When the string "Поиск" is part of a line below, that line should be copied.

Collected data entries
::::::::

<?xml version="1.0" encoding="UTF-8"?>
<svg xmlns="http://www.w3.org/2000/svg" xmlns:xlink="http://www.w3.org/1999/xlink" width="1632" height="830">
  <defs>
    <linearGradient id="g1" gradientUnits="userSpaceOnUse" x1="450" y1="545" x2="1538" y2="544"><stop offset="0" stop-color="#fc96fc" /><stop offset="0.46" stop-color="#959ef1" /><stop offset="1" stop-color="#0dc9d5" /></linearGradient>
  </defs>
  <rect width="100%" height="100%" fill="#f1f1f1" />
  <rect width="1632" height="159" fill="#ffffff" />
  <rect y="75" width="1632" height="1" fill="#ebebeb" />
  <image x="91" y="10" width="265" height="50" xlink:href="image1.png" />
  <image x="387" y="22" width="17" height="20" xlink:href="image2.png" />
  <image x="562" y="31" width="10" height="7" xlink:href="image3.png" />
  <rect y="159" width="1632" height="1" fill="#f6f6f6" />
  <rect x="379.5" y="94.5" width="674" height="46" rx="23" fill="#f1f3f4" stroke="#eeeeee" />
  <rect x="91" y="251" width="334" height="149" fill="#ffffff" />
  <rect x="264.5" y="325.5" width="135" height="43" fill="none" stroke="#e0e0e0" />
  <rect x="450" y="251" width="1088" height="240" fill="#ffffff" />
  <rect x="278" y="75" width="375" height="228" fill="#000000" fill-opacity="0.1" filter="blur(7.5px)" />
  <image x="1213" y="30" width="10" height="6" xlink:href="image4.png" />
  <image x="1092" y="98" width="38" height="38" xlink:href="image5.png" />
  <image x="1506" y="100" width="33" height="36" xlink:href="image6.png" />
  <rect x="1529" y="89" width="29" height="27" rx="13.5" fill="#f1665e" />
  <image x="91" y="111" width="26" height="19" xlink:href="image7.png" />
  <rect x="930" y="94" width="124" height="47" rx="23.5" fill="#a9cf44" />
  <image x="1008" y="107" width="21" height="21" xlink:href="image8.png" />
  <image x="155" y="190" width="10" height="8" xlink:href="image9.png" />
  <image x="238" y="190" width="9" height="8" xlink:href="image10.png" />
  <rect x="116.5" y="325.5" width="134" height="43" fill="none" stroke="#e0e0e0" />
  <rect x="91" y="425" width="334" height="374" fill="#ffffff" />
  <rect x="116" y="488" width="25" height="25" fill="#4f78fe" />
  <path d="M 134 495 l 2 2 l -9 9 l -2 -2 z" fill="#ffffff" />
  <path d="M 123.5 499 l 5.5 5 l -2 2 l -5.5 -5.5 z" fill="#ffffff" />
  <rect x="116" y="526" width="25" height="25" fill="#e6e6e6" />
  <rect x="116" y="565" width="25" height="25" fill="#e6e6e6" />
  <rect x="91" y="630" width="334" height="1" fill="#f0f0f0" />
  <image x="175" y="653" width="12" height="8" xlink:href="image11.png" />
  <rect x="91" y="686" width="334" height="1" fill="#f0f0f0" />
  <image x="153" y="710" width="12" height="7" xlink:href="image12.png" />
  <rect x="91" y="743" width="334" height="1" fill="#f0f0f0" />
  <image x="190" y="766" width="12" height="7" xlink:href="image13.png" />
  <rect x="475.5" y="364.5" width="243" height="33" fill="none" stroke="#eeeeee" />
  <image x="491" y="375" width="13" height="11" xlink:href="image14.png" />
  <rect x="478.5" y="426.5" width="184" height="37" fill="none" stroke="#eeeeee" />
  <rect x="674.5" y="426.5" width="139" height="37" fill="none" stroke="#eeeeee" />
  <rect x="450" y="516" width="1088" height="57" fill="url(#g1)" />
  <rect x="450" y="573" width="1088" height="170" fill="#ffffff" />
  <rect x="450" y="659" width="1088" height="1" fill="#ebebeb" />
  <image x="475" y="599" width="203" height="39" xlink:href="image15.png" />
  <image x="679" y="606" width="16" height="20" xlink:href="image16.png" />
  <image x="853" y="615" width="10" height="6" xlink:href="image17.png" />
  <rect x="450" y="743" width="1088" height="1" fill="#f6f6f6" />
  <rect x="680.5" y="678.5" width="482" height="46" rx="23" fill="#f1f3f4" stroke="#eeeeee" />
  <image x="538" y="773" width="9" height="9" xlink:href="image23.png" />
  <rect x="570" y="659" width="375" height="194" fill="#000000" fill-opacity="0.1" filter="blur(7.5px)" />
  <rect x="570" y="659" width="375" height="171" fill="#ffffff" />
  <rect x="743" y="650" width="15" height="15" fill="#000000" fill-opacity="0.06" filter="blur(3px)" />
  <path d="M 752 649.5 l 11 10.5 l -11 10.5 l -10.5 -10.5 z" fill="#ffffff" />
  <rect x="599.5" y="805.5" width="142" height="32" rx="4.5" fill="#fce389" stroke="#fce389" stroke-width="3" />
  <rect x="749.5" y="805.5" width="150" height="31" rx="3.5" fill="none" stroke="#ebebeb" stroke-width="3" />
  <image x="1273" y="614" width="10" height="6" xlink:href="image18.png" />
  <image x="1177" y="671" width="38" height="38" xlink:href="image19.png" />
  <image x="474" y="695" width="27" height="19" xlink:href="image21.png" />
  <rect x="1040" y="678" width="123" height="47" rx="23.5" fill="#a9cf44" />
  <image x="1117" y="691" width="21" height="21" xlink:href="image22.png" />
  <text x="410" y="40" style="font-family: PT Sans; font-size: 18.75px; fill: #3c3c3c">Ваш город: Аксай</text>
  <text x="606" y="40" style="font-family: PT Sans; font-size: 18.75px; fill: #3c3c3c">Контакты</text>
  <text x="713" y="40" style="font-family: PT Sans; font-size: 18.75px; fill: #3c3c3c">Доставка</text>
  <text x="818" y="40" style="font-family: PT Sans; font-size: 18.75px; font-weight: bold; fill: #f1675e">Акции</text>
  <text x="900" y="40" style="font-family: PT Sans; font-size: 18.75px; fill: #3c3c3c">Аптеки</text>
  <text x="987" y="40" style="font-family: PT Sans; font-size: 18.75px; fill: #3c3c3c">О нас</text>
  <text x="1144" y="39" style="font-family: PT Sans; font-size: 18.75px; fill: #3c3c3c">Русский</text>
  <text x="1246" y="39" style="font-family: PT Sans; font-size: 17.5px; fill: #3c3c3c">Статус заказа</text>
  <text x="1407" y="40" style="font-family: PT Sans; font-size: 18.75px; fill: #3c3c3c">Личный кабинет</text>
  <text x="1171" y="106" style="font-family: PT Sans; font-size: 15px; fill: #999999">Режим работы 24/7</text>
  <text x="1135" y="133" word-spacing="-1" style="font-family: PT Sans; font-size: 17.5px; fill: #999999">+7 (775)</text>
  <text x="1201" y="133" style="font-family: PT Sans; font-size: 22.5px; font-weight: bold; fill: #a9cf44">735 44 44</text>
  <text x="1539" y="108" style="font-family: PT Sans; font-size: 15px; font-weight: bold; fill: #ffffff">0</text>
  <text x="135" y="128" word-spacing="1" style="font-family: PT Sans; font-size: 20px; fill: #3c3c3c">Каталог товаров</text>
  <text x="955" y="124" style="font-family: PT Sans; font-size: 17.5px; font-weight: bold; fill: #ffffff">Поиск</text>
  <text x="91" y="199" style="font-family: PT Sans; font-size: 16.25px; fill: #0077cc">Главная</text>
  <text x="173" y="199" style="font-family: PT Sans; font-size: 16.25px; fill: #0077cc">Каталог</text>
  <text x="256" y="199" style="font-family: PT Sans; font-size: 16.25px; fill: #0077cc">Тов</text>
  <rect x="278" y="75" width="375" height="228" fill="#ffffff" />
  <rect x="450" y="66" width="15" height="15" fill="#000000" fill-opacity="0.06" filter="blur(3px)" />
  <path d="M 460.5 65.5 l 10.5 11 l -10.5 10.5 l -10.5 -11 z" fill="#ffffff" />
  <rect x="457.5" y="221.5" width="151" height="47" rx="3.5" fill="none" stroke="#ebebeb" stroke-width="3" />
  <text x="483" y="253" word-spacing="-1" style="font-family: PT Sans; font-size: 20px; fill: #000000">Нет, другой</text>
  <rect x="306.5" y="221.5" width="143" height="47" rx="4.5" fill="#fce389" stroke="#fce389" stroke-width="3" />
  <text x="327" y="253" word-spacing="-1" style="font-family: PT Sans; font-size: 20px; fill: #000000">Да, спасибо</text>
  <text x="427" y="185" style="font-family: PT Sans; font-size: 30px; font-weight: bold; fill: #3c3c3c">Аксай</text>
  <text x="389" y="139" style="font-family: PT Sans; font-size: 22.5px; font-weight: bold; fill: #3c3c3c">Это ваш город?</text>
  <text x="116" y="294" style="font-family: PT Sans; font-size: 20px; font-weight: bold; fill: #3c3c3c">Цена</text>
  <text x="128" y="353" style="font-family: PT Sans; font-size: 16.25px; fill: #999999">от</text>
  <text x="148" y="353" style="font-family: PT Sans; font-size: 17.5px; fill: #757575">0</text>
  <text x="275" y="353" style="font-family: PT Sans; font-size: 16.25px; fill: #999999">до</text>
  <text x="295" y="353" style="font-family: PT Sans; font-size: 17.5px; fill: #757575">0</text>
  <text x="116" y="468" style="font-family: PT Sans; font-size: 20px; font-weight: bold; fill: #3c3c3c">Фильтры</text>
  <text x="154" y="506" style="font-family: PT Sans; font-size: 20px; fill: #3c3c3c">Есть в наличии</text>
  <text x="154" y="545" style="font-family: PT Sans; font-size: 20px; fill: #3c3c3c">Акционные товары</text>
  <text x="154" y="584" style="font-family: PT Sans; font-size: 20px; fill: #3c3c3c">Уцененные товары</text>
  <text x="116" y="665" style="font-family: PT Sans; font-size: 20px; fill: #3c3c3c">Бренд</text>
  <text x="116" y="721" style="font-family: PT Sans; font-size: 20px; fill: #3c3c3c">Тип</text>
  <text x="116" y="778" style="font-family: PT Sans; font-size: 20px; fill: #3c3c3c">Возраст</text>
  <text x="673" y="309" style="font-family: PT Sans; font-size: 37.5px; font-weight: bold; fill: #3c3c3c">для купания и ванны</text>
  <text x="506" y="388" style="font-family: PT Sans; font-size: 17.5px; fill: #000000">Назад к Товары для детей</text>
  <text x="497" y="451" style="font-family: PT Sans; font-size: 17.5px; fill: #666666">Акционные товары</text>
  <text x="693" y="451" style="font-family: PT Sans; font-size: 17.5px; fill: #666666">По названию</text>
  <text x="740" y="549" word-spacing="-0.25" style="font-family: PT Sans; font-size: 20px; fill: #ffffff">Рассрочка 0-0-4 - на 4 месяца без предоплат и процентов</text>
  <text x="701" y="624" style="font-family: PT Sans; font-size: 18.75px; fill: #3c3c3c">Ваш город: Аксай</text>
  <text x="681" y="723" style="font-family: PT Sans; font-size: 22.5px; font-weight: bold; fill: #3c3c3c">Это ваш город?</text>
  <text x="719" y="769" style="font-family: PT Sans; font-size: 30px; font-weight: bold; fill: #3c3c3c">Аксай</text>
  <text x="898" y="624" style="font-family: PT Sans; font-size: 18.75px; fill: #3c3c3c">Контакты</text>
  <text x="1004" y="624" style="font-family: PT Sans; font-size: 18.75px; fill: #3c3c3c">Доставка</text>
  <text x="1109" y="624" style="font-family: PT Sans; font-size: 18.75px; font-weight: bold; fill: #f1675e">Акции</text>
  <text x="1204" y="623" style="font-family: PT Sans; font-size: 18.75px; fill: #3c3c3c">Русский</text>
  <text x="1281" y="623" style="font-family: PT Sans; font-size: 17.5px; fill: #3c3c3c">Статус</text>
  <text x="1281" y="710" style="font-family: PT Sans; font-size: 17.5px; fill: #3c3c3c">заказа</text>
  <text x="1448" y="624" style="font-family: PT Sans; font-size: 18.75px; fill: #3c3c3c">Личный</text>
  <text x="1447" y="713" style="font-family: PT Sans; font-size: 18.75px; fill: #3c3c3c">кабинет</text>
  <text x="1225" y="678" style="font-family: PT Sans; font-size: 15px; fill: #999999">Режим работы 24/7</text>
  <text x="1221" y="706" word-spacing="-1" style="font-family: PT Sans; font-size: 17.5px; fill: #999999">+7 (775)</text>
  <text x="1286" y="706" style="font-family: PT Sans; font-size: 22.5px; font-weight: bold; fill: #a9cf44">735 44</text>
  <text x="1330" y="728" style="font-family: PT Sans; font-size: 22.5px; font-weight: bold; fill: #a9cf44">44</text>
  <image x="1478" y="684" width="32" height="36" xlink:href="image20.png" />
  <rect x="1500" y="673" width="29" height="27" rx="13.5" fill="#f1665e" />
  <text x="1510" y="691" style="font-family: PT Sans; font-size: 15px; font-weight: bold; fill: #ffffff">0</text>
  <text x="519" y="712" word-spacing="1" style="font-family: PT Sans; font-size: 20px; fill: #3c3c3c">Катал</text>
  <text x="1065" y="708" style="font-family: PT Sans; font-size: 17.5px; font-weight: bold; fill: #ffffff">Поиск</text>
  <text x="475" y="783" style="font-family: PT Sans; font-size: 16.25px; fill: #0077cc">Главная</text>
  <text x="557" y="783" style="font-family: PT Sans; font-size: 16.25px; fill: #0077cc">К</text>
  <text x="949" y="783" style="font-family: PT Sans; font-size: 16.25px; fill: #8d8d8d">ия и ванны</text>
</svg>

::::::::

RESPONSE BELOW:
  <text x="955" y="124" style="font-family: PT Sans; font-size: 17.5px; font-weight: bold; fill: #ffffff">Поиск</text>
  <text x="1065" y="708" style="font-family: PT Sans; font-size: 17.5px; font-weight: bold; fill: #ffffff">Поиск</text>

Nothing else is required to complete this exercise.